Однако в период авангарда произошёл отрыв производителя (художника) от культурных обязательств. На первых порах эта свобода автора-птенца, который только что вылетел из гнезда, невероятно одурманивала и была плодотворной. Потому что вдруг оказалось, что можно не заниматься портретным сходством, а нарисовать восемь глаз на спине, и открылась огромная, невероятная свобода импровизации.

Илья Кабаков. Барочная картина № 1, 2003
Холст, масло, 91,7 × 158,7 см (с рамой 126,5 × 191 см). Часть инсталляции «Где наше место?», 2003

Художник XIX века стал рефлексировать собственную способность к творчеству, но всё ещё по‑прежнему осознавал собственные обязательства перед культурой. Однако со временем ширился разрыв, и вот сегодняшние художники — это одинокие, несчастные люди, которых не понимают, не любят, не признают, и сами они никого не признают. Они мучаются в этом страшном одиночестве, считая, что это удел любого гения.

16)
Не знаю, как у других, у каждого по‑своему, наверное. Но сколько себя помню, есть чувство, что ты ничего не сочиняешь, ты даёшь возможность осуществиться тому, что возникло без тебя. В школе я не знал, как рисовать с натуры: я просто не вижу натуры, а сразу какие‑то образы. Но они такие яркие, такие сильные, что я могу воспроизводить их с утра до вечера каждый день. Ты даже не реагируешь на реальность и ни на какие её импульсы, они сами ударяют в голову. И ты каждый раз видишь работу целиком, каждый её метр. Она появляется готовой, не нужно ничего того, что обычно называют словом «работать», а если не видны какие‑то части целого, то и не нужно ничего реализовывать.
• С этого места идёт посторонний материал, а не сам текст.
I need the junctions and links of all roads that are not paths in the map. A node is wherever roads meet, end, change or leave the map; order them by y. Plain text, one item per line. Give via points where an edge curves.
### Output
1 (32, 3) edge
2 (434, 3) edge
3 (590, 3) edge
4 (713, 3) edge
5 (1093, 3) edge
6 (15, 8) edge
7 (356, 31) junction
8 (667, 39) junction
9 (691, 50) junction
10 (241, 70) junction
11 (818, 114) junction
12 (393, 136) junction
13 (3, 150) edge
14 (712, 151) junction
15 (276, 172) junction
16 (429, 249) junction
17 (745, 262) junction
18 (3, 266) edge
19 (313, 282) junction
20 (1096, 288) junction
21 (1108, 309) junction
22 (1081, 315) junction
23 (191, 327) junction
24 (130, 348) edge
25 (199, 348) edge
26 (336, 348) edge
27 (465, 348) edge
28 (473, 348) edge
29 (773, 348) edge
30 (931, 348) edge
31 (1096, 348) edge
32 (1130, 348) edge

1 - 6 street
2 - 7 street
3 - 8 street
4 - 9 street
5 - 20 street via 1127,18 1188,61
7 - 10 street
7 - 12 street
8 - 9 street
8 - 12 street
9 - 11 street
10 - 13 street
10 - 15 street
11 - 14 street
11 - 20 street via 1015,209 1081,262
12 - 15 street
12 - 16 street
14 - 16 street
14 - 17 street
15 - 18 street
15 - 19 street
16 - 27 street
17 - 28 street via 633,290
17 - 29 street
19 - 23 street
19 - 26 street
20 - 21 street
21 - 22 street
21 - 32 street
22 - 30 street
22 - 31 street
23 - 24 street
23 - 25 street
Илья Кабаков. Барочная картина № 16, 2003
Холст, масло, 82 × 110,5 см (с рамой 115 × 131,9 см). Часть инсталляции «Где наше место?», 2003

17)
Белый холст, белая картина имеет бесконечную глубину. А вот интерес к темноте у художников как‑то связан с возрастными явлениями. Мой интерес к темноте появился тогда, когда жизнь пошла немножко вниз.

Начало жизни очень связано с движением к свету и световой энергии, конец жизни — с движением к темноте. И на биологическом уровне это, конечно, выглядит пугающе — ты боишься всё больше. С годами я всё хуже и хуже переношу ночь. Возникает очень сильный страх темноты.

18)
А вот когда рисуешь темноту, она не вызывает такого ощущения мрака. Может быть, оттого, что ты рисуешь при свете дня.